FTX Japan stated that they are currently working with Japanese regulators in order to ensure customer withdrawals as soon as possible.
According to Bloomberg, the Japanese subsidiary of bankrupt crypto exchange FTX is working to facilitate withdrawals for its investors. If successful, this would be a rare case of investors getting their money back from a collapsed exchange.
On November 8, three days before FTX Japan filed for bankruptcy, the exchange had first suspended withdrawals. However, as stated on the FTX Japan website, the firm’s management team has decided to resume withdrawal services.
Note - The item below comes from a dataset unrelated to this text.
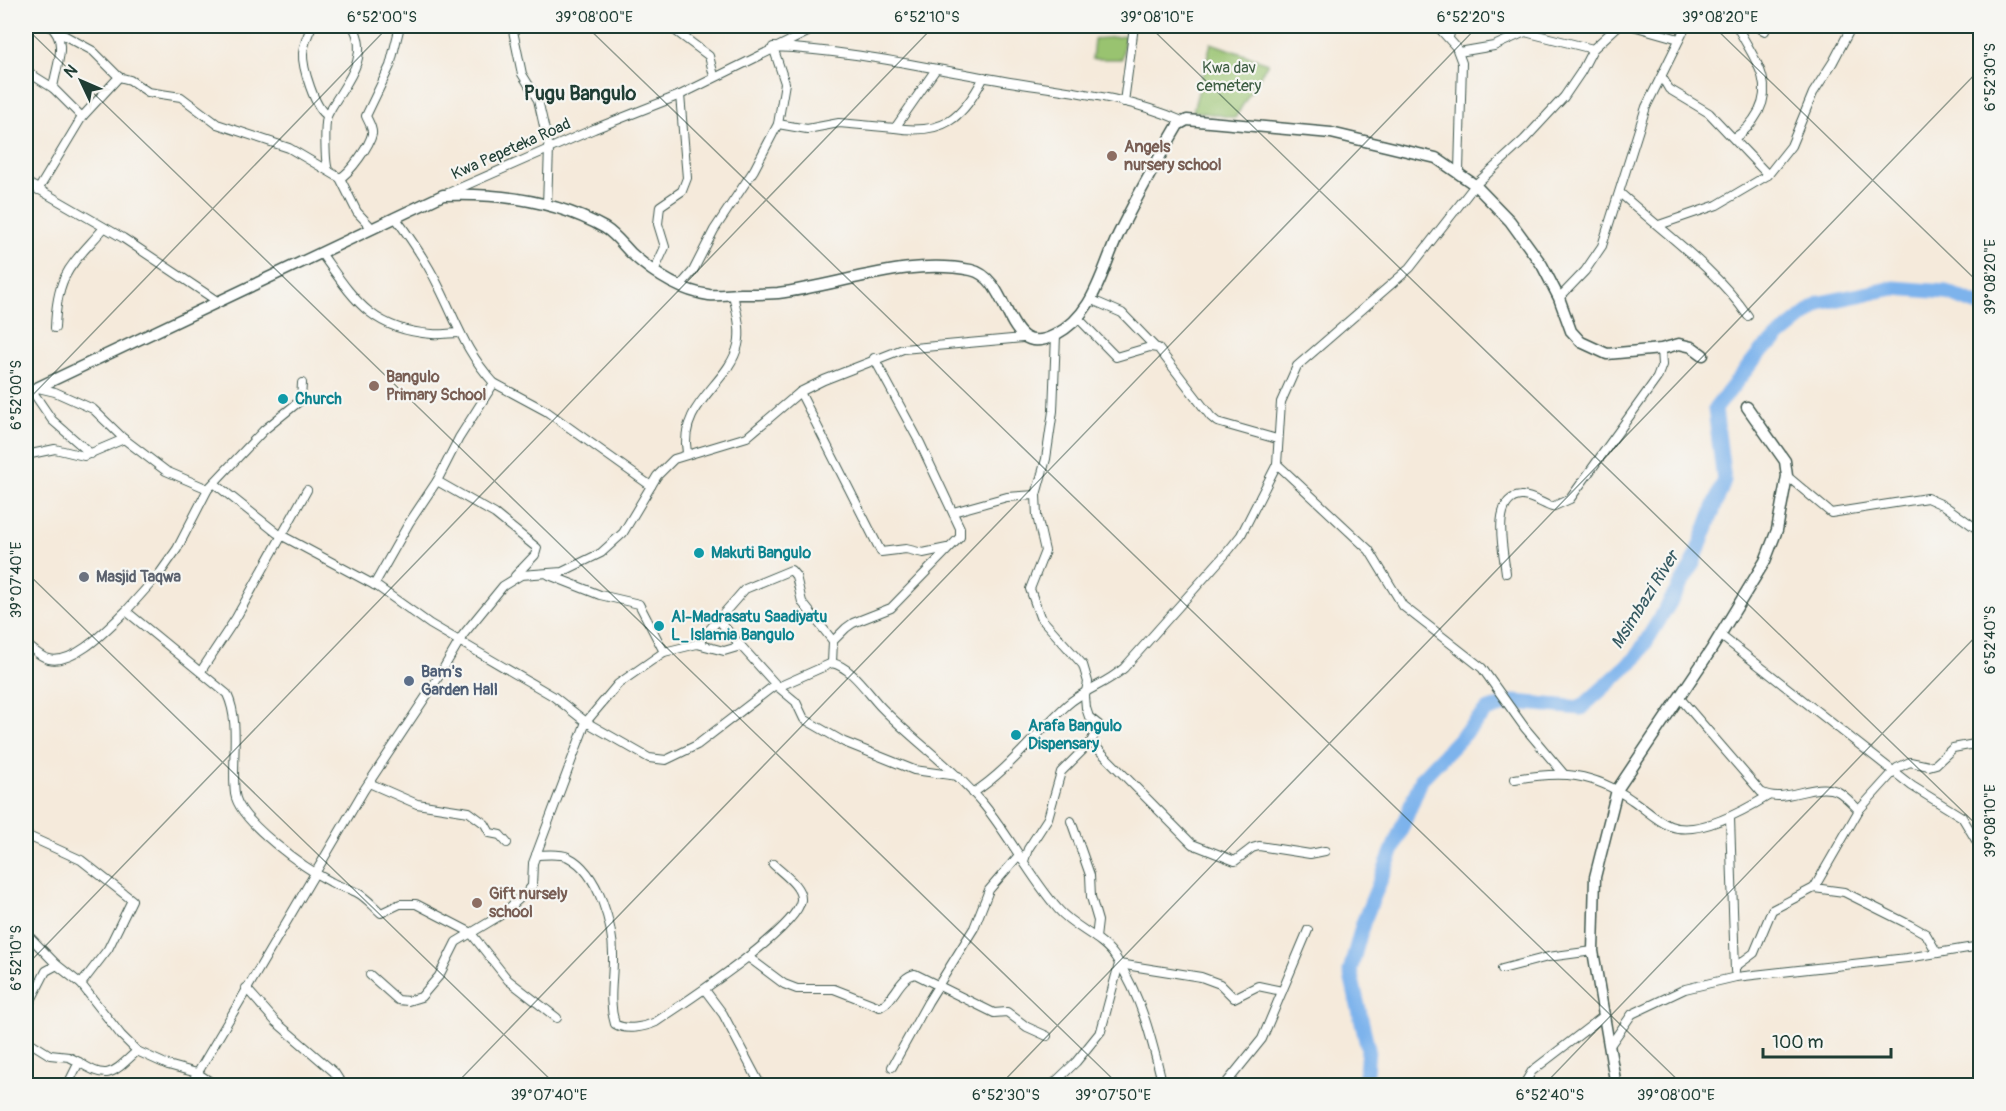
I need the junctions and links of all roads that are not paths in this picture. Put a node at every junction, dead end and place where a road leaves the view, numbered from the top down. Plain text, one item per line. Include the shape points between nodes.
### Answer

The company is currently working on a security audit and incorporating controls, reconciliation, and reviews before resuming services fully.
Japanese regulators are requesting a timeline to return customer funds as soon after the collapse of the crypto exchange FTX. Once verification is complete, balances will be moved to the Liquid platform where customers can then withdraw their money.
FTX Japan K.K. currently has $46 million in fiat currency and $94.5 million in crypto assets held in customer accounts, according to a report from the company on Wednesday (Sept 9). FTX Japan said that Japanese customers’ digital assets and cash shouldn’t be included as part of FTX Japan’s estate, meaning that local unit will resume withdrawal services for its customers soon.
FTX Japan’s management team is in regular communication with the relevant regulators. In addition, they explained that all asset-segregated wallets have their private keys kept offline and under the complete control of FTX Japan’s operations team.
FTX founder Sam Bankman-Fried has been making public appearances despite the recent crypto market crash. SBF recently gave his first network interview with ABC News’s George Stephanopoulos, adding that he feels the burden of not having done enough to save FTX.
“I expect I’m gonna have nothing at the end of this.”
Former FTX CEO Sam Bankman-Fried sits down with @GStephanopoulos for a one-on-one interview following both companies in his cryptocurrency empire filing for bankruptcy last month. https://t.co/FxYbmQi92Z pic.twitter.com/lMviovTymN
— Good Morning America (@GMA) December 1, 2022
“I’m not the villain,” SBF said, defending his innocence. He continued:
“A lot of people look at you and see Bernie Madoff,” Stephanopoulos said. “I don’t think that’s who I am at all,” Bankman-Fried responded. “But I understand why they’re saying that. People lost money. People lost a lot of money.”
SBF’s latest tweets also included FTX US halting withdrawals, to which he responded with surprise.